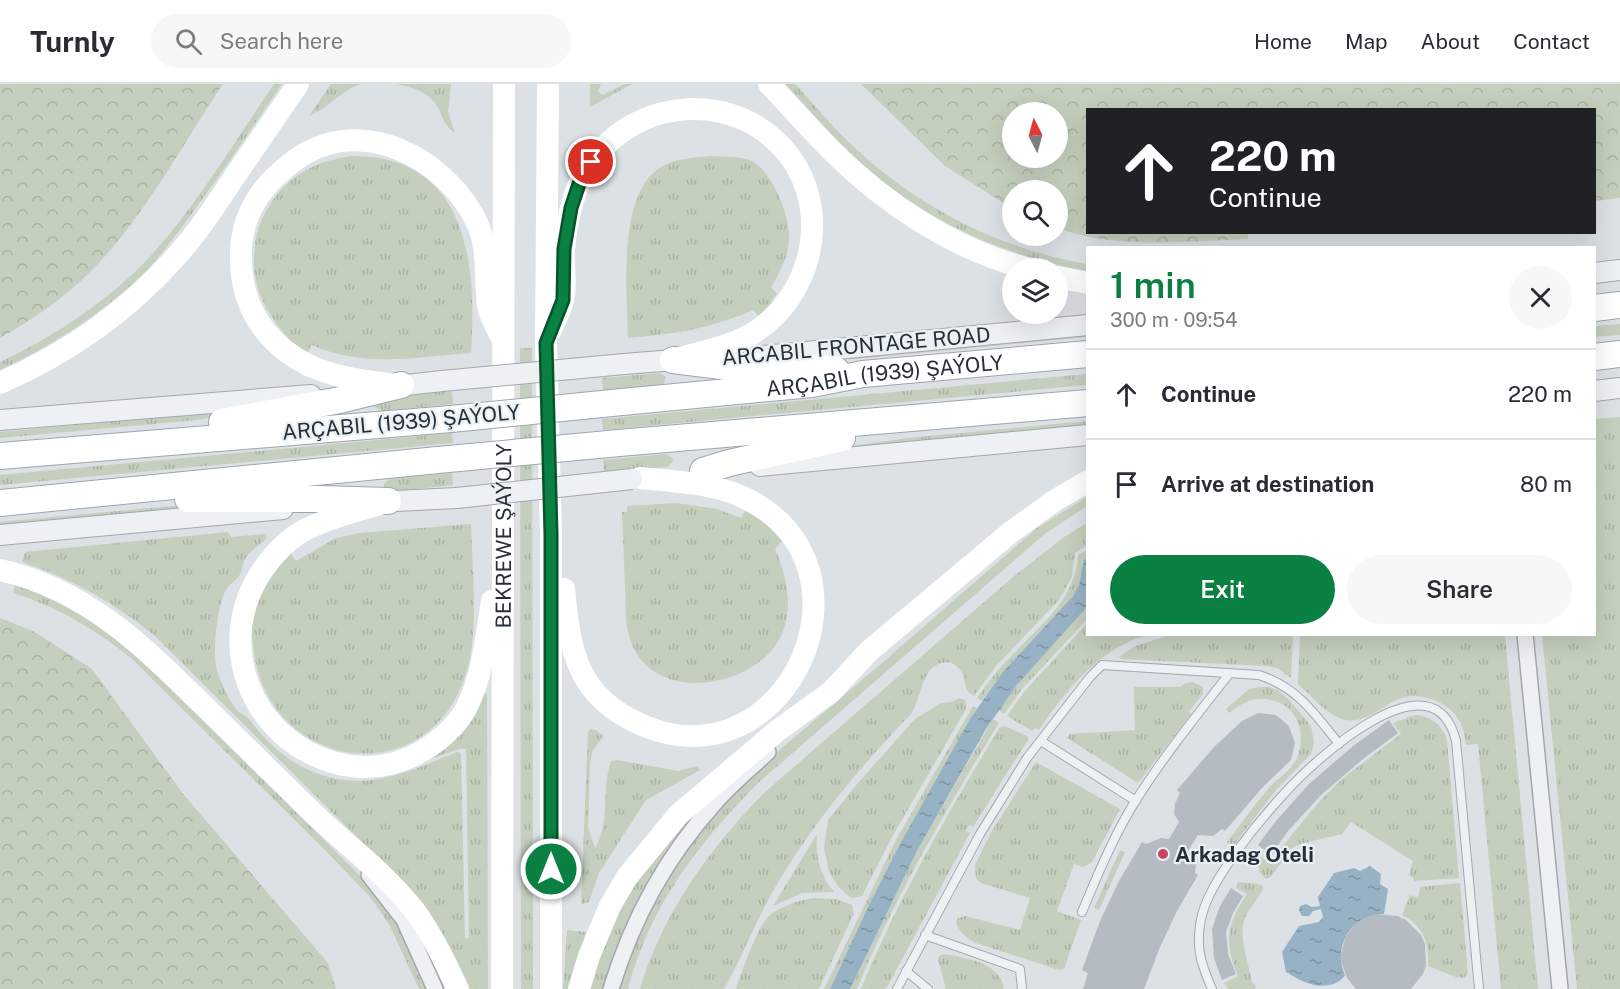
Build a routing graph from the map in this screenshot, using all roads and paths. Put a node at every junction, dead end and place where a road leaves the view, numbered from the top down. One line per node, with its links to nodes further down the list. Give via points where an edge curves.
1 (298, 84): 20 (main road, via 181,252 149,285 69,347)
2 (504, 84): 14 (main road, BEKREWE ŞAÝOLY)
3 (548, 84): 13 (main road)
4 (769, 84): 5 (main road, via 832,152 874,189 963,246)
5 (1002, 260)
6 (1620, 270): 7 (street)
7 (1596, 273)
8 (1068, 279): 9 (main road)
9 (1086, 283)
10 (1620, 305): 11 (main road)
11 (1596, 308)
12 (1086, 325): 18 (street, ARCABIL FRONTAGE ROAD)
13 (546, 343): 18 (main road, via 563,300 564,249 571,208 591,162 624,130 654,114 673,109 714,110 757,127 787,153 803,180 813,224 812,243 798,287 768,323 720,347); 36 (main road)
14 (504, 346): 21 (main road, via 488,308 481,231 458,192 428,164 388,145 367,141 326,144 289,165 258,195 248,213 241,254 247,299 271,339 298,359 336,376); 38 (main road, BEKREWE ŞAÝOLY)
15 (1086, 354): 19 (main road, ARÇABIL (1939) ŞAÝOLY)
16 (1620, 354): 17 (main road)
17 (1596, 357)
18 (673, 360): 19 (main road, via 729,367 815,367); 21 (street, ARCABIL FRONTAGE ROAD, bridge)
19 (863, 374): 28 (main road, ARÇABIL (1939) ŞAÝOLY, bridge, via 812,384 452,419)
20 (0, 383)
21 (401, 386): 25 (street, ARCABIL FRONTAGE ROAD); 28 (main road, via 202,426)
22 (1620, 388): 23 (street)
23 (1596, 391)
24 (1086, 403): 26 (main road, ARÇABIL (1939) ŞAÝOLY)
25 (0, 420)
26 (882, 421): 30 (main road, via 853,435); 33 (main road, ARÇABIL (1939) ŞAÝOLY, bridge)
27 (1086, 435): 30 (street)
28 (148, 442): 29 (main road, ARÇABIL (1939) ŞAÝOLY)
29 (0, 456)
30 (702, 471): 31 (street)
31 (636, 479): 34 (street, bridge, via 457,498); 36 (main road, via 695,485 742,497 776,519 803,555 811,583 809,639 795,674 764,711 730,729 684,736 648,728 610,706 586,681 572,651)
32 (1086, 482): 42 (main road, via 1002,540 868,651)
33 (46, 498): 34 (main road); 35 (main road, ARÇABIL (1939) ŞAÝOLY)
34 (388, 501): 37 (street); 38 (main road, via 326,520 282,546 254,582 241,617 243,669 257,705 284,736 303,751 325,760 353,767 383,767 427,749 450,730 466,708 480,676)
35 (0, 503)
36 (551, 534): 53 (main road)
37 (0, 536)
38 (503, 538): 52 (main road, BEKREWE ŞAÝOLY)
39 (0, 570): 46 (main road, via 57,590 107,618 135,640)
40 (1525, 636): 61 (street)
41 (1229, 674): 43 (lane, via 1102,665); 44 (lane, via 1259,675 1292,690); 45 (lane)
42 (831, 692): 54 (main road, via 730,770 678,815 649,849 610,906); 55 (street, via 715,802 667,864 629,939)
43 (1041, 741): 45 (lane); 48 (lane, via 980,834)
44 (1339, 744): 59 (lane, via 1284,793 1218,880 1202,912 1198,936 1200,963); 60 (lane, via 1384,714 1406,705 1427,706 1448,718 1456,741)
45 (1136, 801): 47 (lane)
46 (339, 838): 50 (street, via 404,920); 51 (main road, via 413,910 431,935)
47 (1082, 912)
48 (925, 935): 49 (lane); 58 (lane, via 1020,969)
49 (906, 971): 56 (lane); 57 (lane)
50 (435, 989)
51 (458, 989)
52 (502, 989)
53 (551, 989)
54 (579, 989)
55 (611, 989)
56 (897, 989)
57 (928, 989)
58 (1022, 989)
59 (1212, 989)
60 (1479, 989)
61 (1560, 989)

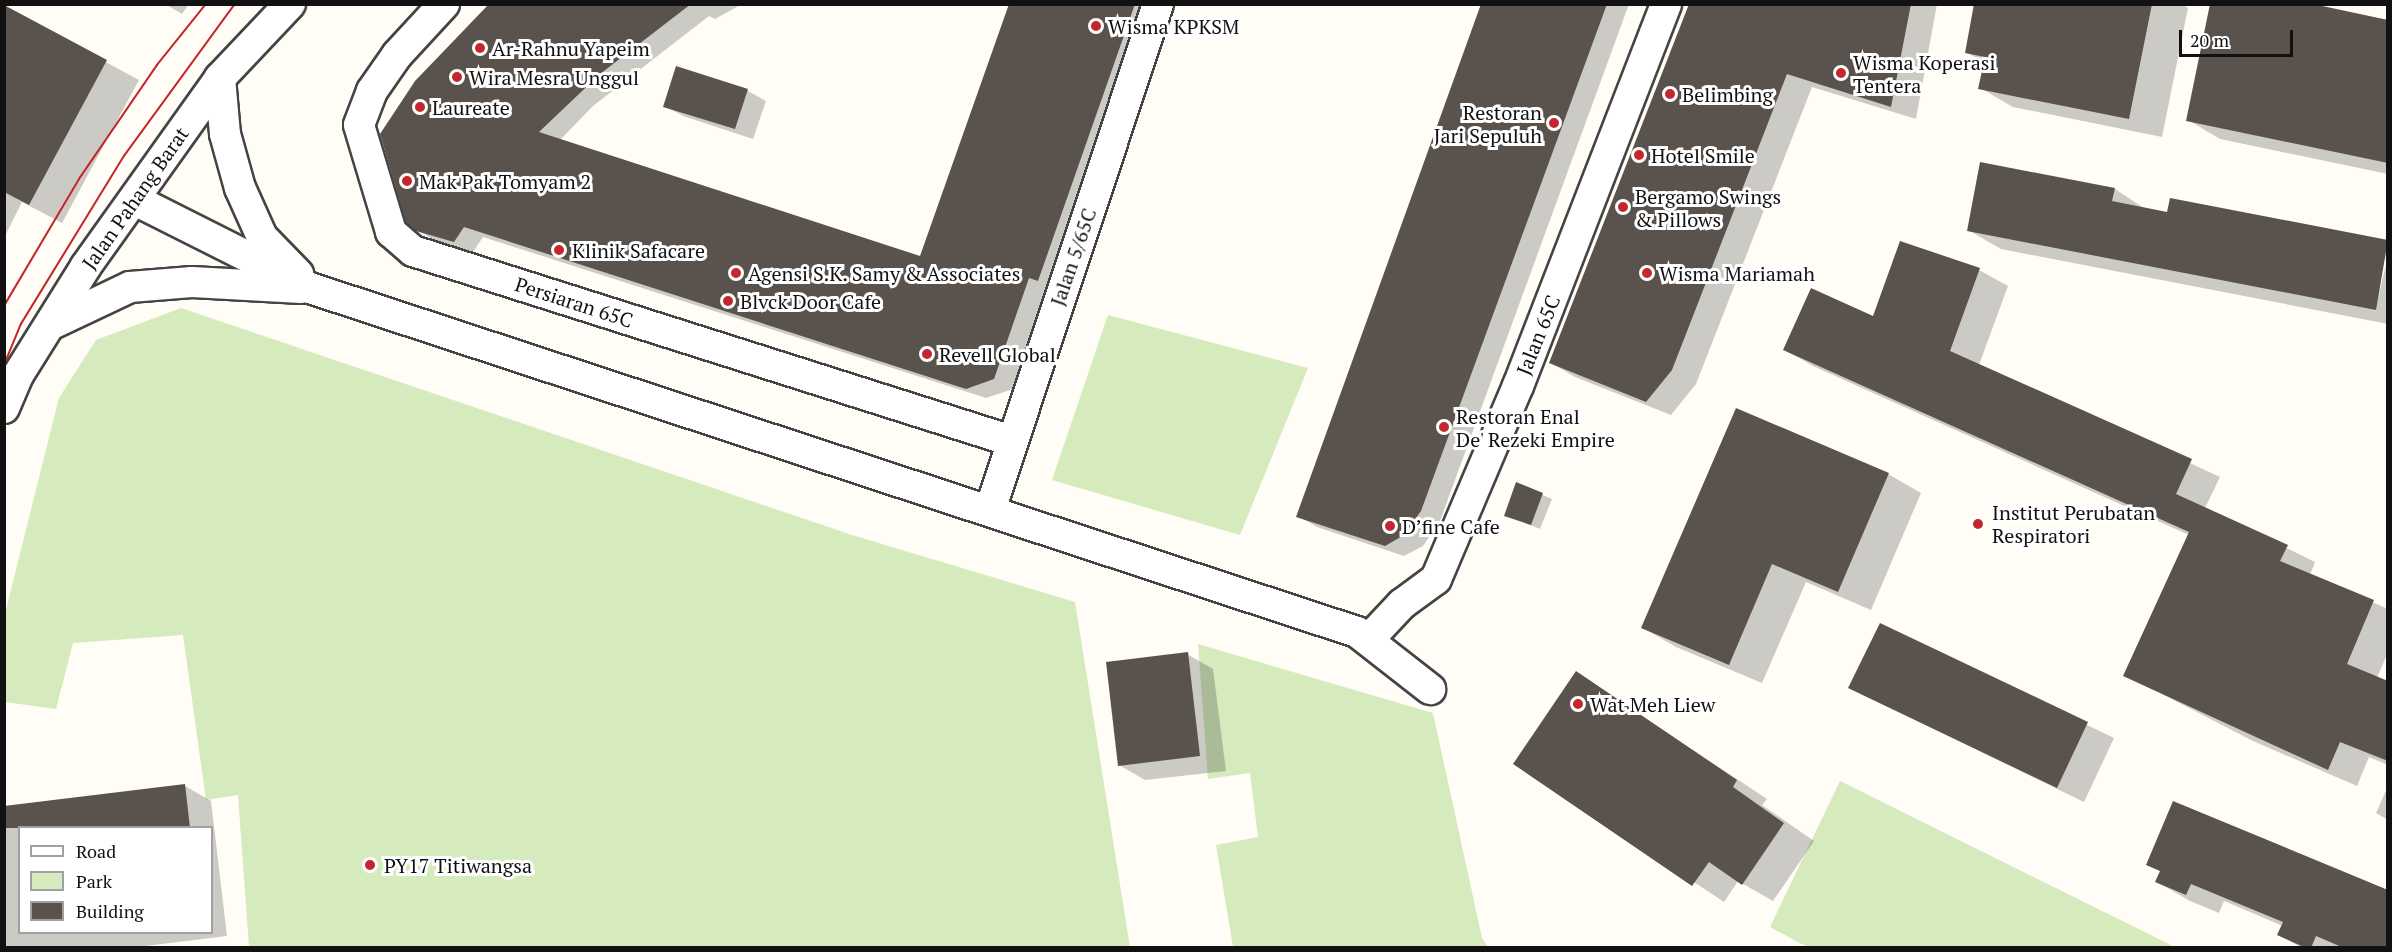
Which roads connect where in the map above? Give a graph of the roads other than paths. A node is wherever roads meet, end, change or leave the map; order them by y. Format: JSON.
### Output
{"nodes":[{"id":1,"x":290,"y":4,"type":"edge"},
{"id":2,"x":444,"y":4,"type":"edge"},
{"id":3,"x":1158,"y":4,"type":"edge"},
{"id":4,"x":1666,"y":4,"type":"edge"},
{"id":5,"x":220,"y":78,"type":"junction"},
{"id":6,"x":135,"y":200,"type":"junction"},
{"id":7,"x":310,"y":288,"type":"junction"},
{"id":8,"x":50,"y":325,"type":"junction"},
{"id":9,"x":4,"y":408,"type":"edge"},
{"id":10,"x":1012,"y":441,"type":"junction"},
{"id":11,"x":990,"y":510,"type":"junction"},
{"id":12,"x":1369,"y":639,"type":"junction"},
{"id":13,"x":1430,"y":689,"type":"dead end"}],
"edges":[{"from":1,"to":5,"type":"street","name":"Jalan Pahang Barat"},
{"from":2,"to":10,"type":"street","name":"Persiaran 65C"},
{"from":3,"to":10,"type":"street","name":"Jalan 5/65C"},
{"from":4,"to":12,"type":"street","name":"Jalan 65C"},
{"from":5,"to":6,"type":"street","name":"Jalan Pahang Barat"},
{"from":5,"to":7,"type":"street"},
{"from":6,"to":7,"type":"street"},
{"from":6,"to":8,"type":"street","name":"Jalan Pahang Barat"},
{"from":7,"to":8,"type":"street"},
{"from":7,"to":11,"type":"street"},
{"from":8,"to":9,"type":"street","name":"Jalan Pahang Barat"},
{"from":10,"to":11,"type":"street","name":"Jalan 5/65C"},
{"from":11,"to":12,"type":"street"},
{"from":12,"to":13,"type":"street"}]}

(ACTIVITY): Each of the entries above must be output exactly, with none of the pictures.

(EXPECTED OUTPUT):
Build a routing graph from the map in this screenshot, using all roads and paths. Put a node at every junction, dead end and place where a road leaves the view, numbered from the top down. One line per node, with its links to nodes further down the list. Give via points where an edge curves.
1 (298, 84): 20 (main road, via 181,252 149,285 69,347)
2 (504, 84): 14 (main road, BEKREWE ŞAÝOLY)
3 (548, 84): 13 (main road)
4 (769, 84): 5 (main road, via 832,152 874,189 963,246)
5 (1002, 260)
6 (1620, 270): 7 (street)
7 (1596, 273)
8 (1068, 279): 9 (main road)
9 (1086, 283)
10 (1620, 305): 11 (main road)
11 (1596, 308)
12 (1086, 325): 18 (street, ARCABIL FRONTAGE ROAD)
13 (546, 343): 18 (main road, via 563,300 564,249 571,208 591,162 624,130 654,114 673,109 714,110 757,127 787,153 803,180 813,224 812,243 798,287 768,323 720,347); 36 (main road)
14 (504, 346): 21 (main road, via 488,308 481,231 458,192 428,164 388,145 367,141 326,144 289,165 258,195 248,213 241,254 247,299 271,339 298,359 336,376); 38 (main road, BEKREWE ŞAÝOLY)
15 (1086, 354): 19 (main road, ARÇABIL (1939) ŞAÝOLY)
16 (1620, 354): 17 (main road)
17 (1596, 357)
18 (673, 360): 19 (main road, via 729,367 815,367); 21 (street, ARCABIL FRONTAGE ROAD, bridge)
19 (863, 374): 28 (main road, ARÇABIL (1939) ŞAÝOLY, bridge, via 812,384 452,419)
20 (0, 383)
21 (401, 386): 25 (street, ARCABIL FRONTAGE ROAD); 28 (main road, via 202,426)
22 (1620, 388): 23 (street)
23 (1596, 391)
24 (1086, 403): 26 (main road, ARÇABIL (1939) ŞAÝOLY)
25 (0, 420)
26 (882, 421): 30 (main road, via 853,435); 33 (main road, ARÇABIL (1939) ŞAÝOLY, bridge)
27 (1086, 435): 30 (street)
28 (148, 442): 29 (main road, ARÇABIL (1939) ŞAÝOLY)
29 (0, 456)
30 (702, 471): 31 (street)
31 (636, 479): 34 (street, bridge, via 457,498); 36 (main road, via 695,485 742,497 776,519 803,555 811,583 809,639 795,674 764,711 730,729 684,736 648,728 610,706 586,681 572,651)
32 (1086, 482): 42 (main road, via 1002,540 868,651)
33 (46, 498): 34 (main road); 35 (main road, ARÇABIL (1939) ŞAÝOLY)
34 (388, 501): 37 (street); 38 (main road, via 326,520 282,546 254,582 241,617 243,669 257,705 284,736 303,751 325,760 353,767 383,767 427,749 450,730 466,708 480,676)
35 (0, 503)
36 (551, 534): 53 (main road)
37 (0, 536)
38 (503, 538): 52 (main road, BEKREWE ŞAÝOLY)
39 (0, 570): 46 (main road, via 57,590 107,618 135,640)
40 (1525, 636): 61 (street)
41 (1229, 674): 43 (lane, via 1102,665); 44 (lane, via 1259,675 1292,690); 45 (lane)
42 (831, 692): 54 (main road, via 730,770 678,815 649,849 610,906); 55 (street, via 715,802 667,864 629,939)
43 (1041, 741): 45 (lane); 48 (lane, via 980,834)
44 (1339, 744): 59 (lane, via 1284,793 1218,880 1202,912 1198,936 1200,963); 60 (lane, via 1384,714 1406,705 1427,706 1448,718 1456,741)
45 (1136, 801): 47 (lane)
46 (339, 838): 50 (street, via 404,920); 51 (main road, via 413,910 431,935)
47 (1082, 912)
48 (925, 935): 49 (lane); 58 (lane, via 1020,969)
49 (906, 971): 56 (lane); 57 (lane)
50 (435, 989)
51 (458, 989)
52 (502, 989)
53 (551, 989)
54 (579, 989)
55 (611, 989)
56 (897, 989)
57 (928, 989)
58 (1022, 989)
59 (1212, 989)
60 (1479, 989)
61 (1560, 989)

Which roads connect where in the map above? Give a graph of the roads other than paths. A node is wherever roads meet, end, change or leave the map; order them by y. Format: JSON.
### Output
{"nodes":[{"id":1,"x":290,"y":4,"type":"edge"},
{"id":2,"x":444,"y":4,"type":"edge"},
{"id":3,"x":1158,"y":4,"type":"edge"},
{"id":4,"x":1666,"y":4,"type":"edge"},
{"id":5,"x":220,"y":78,"type":"junction"},
{"id":6,"x":135,"y":200,"type":"junction"},
{"id":7,"x":310,"y":288,"type":"junction"},
{"id":8,"x":50,"y":325,"type":"junction"},
{"id":9,"x":4,"y":408,"type":"edge"},
{"id":10,"x":1012,"y":441,"type":"junction"},
{"id":11,"x":990,"y":510,"type":"junction"},
{"id":12,"x":1369,"y":639,"type":"junction"},
{"id":13,"x":1430,"y":689,"type":"dead end"}],
"edges":[{"from":1,"to":5,"type":"street","name":"Jalan Pahang Barat"},
{"from":2,"to":10,"type":"street","name":"Persiaran 65C"},
{"from":3,"to":10,"type":"street","name":"Jalan 5/65C"},
{"from":4,"to":12,"type":"street","name":"Jalan 65C"},
{"from":5,"to":6,"type":"street","name":"Jalan Pahang Barat"},
{"from":5,"to":7,"type":"street"},
{"from":6,"to":7,"type":"street"},
{"from":6,"to":8,"type":"street","name":"Jalan Pahang Barat"},
{"from":7,"to":8,"type":"street"},
{"from":7,"to":11,"type":"street"},
{"from":8,"to":9,"type":"street","name":"Jalan Pahang Barat"},
{"from":10,"to":11,"type":"street","name":"Jalan 5/65C"},
{"from":11,"to":12,"type":"street"},
{"from":12,"to":13,"type":"street"}]}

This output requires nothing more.